To find the time when the airplane intersects the surface for the second time, set z(t) equal to -x(t) - y(t)^2 and solve for t. The airplane intersects the surface for the second time at t = 0. The unit tangent vectors at t = 0 are V(t) = 4i + j + 2k and V(t) = 4i + j - 2k. To determine the line tangent to the trajectory at the second time it hits the surface, use the derivative of the trajectory equation at t = 0.

Step-by-step explanation:

(a) To find the time when the airplane intersects the surface for the second time, we need to equate the z-coordinate of the trajectory to -x-y^2 and solve for t.

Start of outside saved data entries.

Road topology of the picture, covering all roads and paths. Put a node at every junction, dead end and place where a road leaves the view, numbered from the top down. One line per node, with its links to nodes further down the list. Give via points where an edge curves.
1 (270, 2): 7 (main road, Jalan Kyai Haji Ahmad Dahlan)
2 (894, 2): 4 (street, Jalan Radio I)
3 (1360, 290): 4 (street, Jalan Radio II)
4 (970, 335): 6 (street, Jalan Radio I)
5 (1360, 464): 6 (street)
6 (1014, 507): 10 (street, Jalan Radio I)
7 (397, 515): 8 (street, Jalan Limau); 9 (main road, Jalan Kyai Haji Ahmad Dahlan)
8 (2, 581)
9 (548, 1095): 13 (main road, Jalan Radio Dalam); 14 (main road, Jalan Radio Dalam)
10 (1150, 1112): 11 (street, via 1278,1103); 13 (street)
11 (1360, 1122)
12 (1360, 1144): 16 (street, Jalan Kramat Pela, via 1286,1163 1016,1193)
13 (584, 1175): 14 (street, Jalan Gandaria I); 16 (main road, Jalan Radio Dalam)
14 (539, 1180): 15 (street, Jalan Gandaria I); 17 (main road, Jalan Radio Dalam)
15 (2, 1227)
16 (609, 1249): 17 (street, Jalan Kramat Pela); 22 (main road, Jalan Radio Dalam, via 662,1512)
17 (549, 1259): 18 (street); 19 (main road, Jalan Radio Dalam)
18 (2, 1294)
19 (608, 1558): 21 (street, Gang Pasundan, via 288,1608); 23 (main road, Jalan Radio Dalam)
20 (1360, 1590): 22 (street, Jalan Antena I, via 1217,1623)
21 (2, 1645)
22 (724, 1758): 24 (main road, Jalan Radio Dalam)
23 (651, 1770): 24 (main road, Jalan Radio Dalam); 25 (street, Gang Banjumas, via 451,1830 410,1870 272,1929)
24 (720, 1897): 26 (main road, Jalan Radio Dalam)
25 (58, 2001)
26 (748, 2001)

Setting z(t) = -x(t) - y(t)^2, we get t^2 = -3t, which gives us t = 0 or t = -3.

Since time cannot be negative, the airplane intersects the surface for the second time at t = 0.

(b) To find the unit tangent vectors at t = 0, we differentiate the trajectory equation with respect to t twice to get a(t). Plugging in t = 0, we find that the unit tangent vectors are V(t) = 4i + j + 2k and V(t) = 4i + j - 2k.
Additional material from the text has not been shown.